Конечно, у генерала были деньги. Но мне думается, что красноярские выборы как раз хорошо показали «вторич-ность» денег. «Деньги» сами приходят туда, где есть сила, сами просят их взять и при этом, естественно, интригуют и строят планы, которые им кажутся очень хитроумными, но которые на деле шиты белыми нитками. (Например, поддержать сейчас Лебедя чтобы в 2000 г. выставить его вместо уже «отработанного» Зюганова, дабы Ельцин смог снова выступить спасителем отечества, на этот раз — не от коммунистов, а от страшного диктатора.) Ясно, что не деньги сделали Лебедя, а Лебедь привлек деньги.

Почему же все-таки он смог победить всю объединив­шуюся против него политическую элиту страны? Ответ парадоксален, но очень прост: именно потому, что она вся против него объединилась, он и смог ее победить. Если бы у элиты хватило ума и нервов, она должна была бы вести себя совершенно иначе. Ельцин должен был дать понять, что будет рад видеть на скамьях Совета Федерации чело­века, который помог ему в 1991 и 1996 гг. Лужков должен был бы выразить надежду, что в случае победы Лебедя узы между Москвой и Красноярском станут еще тесней. Коммунисты могли бы похвалить Лебедя за «здоровый патриотизм». Одним словом, надо было изо всех сил показывать, что Лебедь — «свой парень», один из них, тем же мирром мазанный.

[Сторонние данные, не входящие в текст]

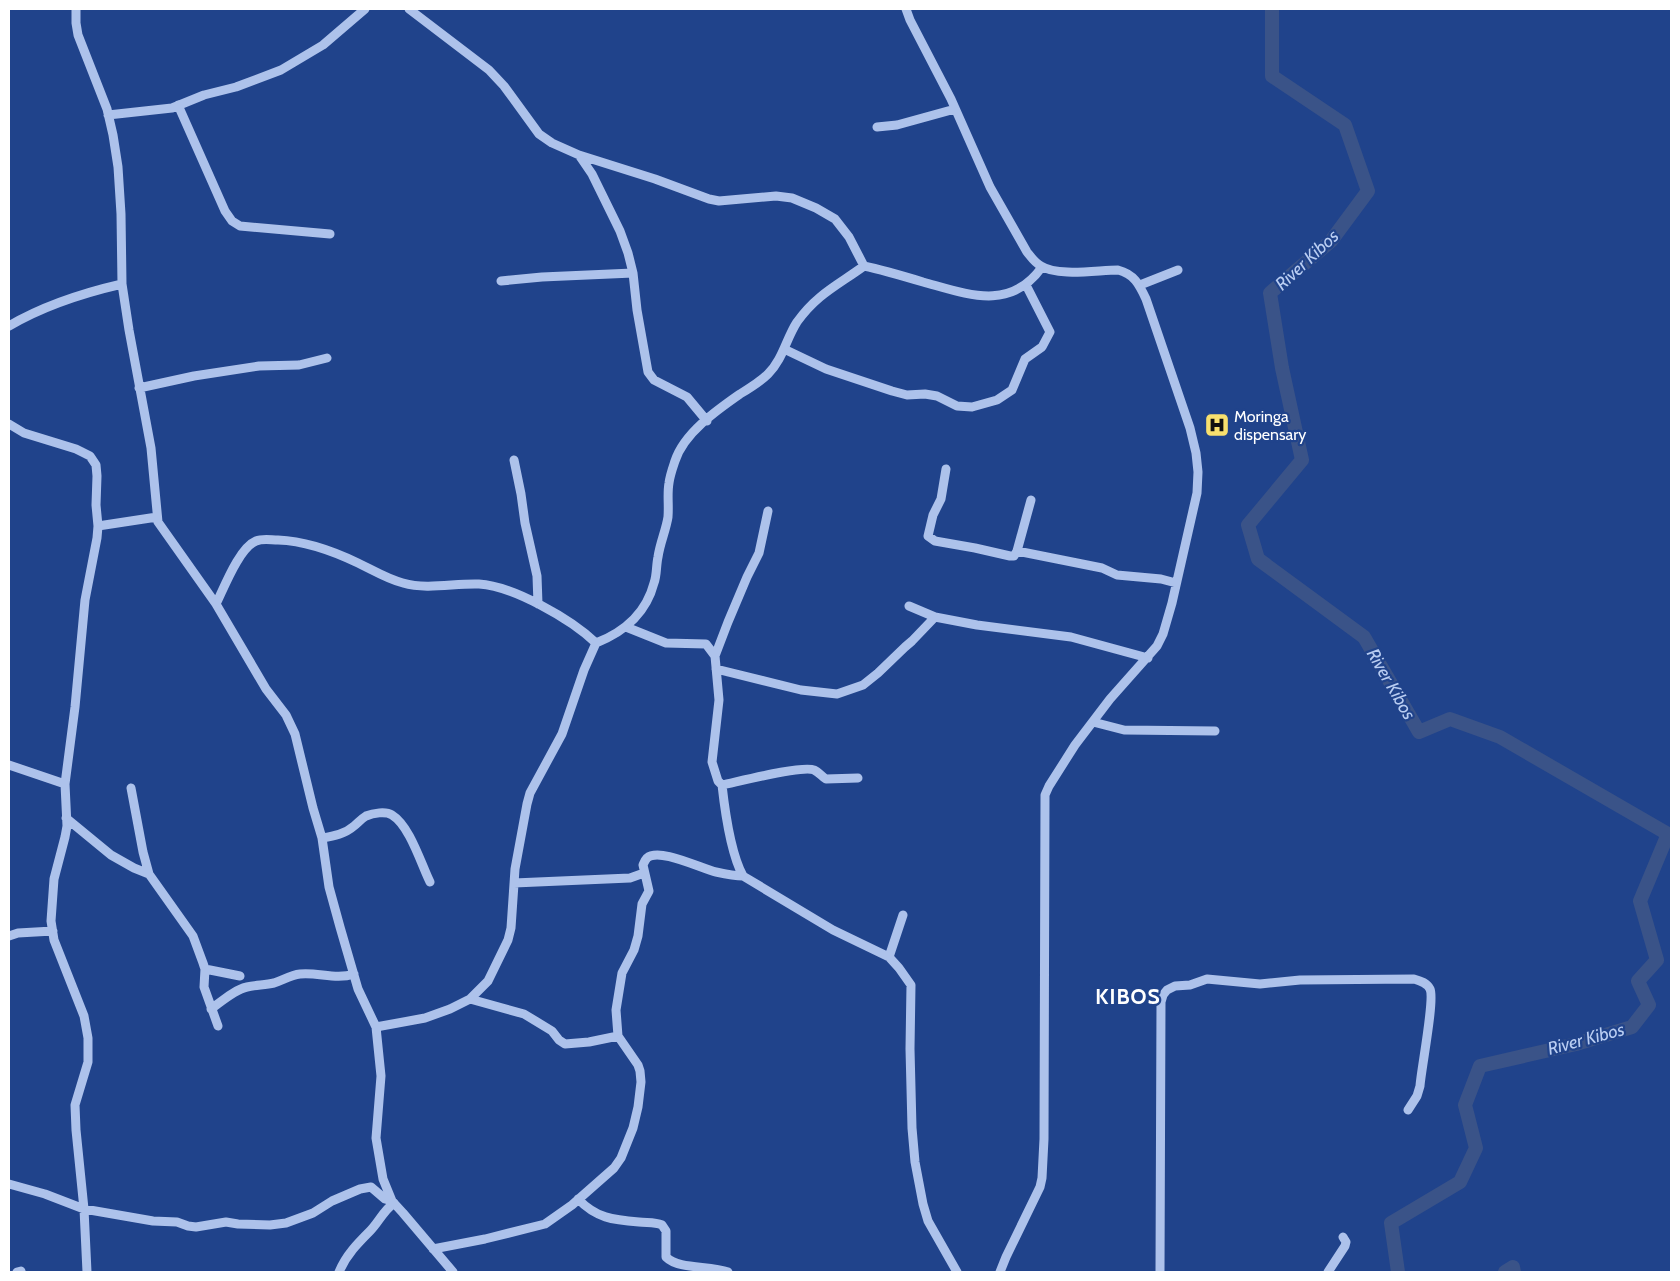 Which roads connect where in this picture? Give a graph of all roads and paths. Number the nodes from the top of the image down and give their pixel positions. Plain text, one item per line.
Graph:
1 (76, 9) edge
2 (365, 9) edge
3 (409, 9) edge
4 (906, 9) edge
5 (178, 106) junction
6 (956, 109) junction
7 (108, 115) junction
8 (877, 127) dead end
9 (579, 155) junction
10 (330, 234) dead end
11 (864, 266) junction
12 (1042, 267) junction
13 (1178, 270) dead end
14 (633, 273) junction
15 (501, 281) dead end
16 (122, 284) junction
17 (1026, 285) junction
18 (1140, 285) junction
19 (9, 326) edge
20 (784, 349) junction
21 (327, 358) dead end
22 (139, 388) junction
23 (707, 421) junction
24 (9, 424) edge
25 (514, 460) dead end
26 (946, 469) dead end
27 (1031, 500) dead end
28 (768, 511) dead end
29 (157, 517) junction
30 (98, 526) junction
31 (1018, 551) junction
32 (1176, 583) junction
33 (216, 604) junction
34 (538, 604) junction
35 (909, 606) dead end
36 (935, 617) junction
37 (626, 627) junction
38 (596, 643) junction
39 (715, 656) junction
40 (1148, 658) junction
41 (716, 668) junction
42 (1093, 722) junction
43 (1215, 731) dead end
44 (9, 764) edge
45 (858, 778) dead end
46 (65, 784) junction
47 (722, 786) junction
48 (131, 788) dead end
49 (66, 818) junction
50 (322, 838) junction
51 (149, 874) junction
52 (644, 874) junction
53 (743, 876) junction
54 (430, 882) dead end
55 (514, 882) junction
56 (903, 915) dead end
57 (53, 931) junction
58 (9, 936) edge
59 (889, 957) junction
60 (205, 969) junction
61 (354, 974) junction
62 (240, 976) dead end
63 (470, 999) junction
64 (211, 1009) junction
65 (218, 1026) dead end
66 (376, 1027) junction
67 (618, 1036) junction
68 (1408, 1110) dead end
69 (9, 1184) edge
70 (578, 1199) junction
71 (393, 1202) junction
72 (84, 1209) junction
73 (1343, 1237) dead end
74 (433, 1250) junction
75 (87, 1272) edge
76 (339, 1272) edge
77 (453, 1272) edge
78 (728, 1272) edge
79 (957, 1272) edge
80 (1000, 1272) edge
81 (1160, 1272) edge
82 (1328, 1272) edge

1 - 7 street
2 - 5 street
3 - 9 street
4 - 6 street
5 - 7 street
5 - 10 street
6 - 8 street
6 - 12 street
7 - 16 street
9 - 11 street
9 - 14 street
11 - 17 street
11 - 20 street
12 - 17 street
12 - 18 street
13 - 18 street
14 - 15 street
14 - 23 street
16 - 19 street
16 - 22 street
17 - 20 street
18 - 32 street
20 - 23 street
21 - 22 street
22 - 29 street
23 - 37 street
24 - 30 street
25 - 34 street
26 - 31 street
27 - 31 street
28 - 39 street
29 - 30 street
29 - 33 street
30 - 46 street
31 - 32 street
32 - 40 street
33 - 34 street
33 - 50 street
34 - 38 street
35 - 36 street
36 - 40 street
36 - 41 street
37 - 38 street
37 - 39 street
38 - 55 street
39 - 41 street
40 - 42 street
41 - 47 street
42 - 43 street
42 - 80 street
44 - 46 street
45 - 47 street
46 - 49 street
47 - 53 street
48 - 51 street
49 - 51 street
49 - 57 street
50 - 54 street
50 - 61 street
51 - 60 street
52 - 53 street
52 - 55 street
52 - 67 street
53 - 59 street
55 - 63 street
56 - 59 street
57 - 58 street
57 - 72 street
59 - 79 street
60 - 62 street
60 - 64 street
61 - 64 street
61 - 66 street
63 - 66 street
63 - 67 street
64 - 65 street
66 - 71 street
67 - 70 street
68 - 81 street
69 - 72 street
70 - 74 street
70 - 78 street
71 - 72 street
71 - 74 street
71 - 76 street
72 - 75 street
73 - 82 street
74 - 77 street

Но в том-то и дело, что элита не принимает Лебедя за своего. Чужак. Он не влезает в привычные классификации, не связан с какими-то партиями и группировками, не уме­ет или не хочет играть по правилам «номенклатурной де­мократии» и при этом — харизматик, умеющий говорить с простыми людьми и внушающий им уважение и любовь. И элита боится его настолько, что даже если бы она поня­ла, что страх этот надо скрывать, у нее не получилось бы.

Объединившись, политики продемонстрировали то, что рядовые избиратели подозревали и раньше: что на самом деле есть одна партия власти, куда входят и демократы, и коммунистические боссы, и даже Жириновский. Внутри этой партии — постоянная склока из-за власти и денег, но когда возникает реальная опасность, появляется «чужак», в нее не входящий и ею не контролируемый, она тут же объединяется, вплоть до создания «правительства народ­ного доверия». Одновременно элита продемонстрировала, что Лебедь и есть такой «чужак». А Лебедю больше ничего и не надо было. Нелюбовь народа к правящему сословию у нас настолько велика, что самое важное для победы — показать, что ты не из «этих».

Выборы в Красноярском крае обнажили всю услов­ность наших политических размежеваний и всю слабость нашего правящего слоя. Но попутно они зафиксировали еще один поразительный факт: оказывается, естественный протест русских низов, красноярской «глубинки», совер­шенно необязательно должен материализоваться в голосо­вание за коммунистов или националистов. Насколько мне известно, Лебедь на протяжении всей кампании ни разу не переступил рамки либерально-демократических приличий, всячески открещивался от «экстремизма» и даже старался приглушить свою чисто психологическую, «неидейную» генеральскую авторитарность. Значит, «зюгановско-жири-новский» тип протеста — это просто форма, возникшая из истории и обстоятельств, а, в принципе, социальный протест может у нас найти нормальное, демократическое выражение, И это — самый важный вывод из красноярской кампании, вывод, подрывающий основные устои нашей политической системы.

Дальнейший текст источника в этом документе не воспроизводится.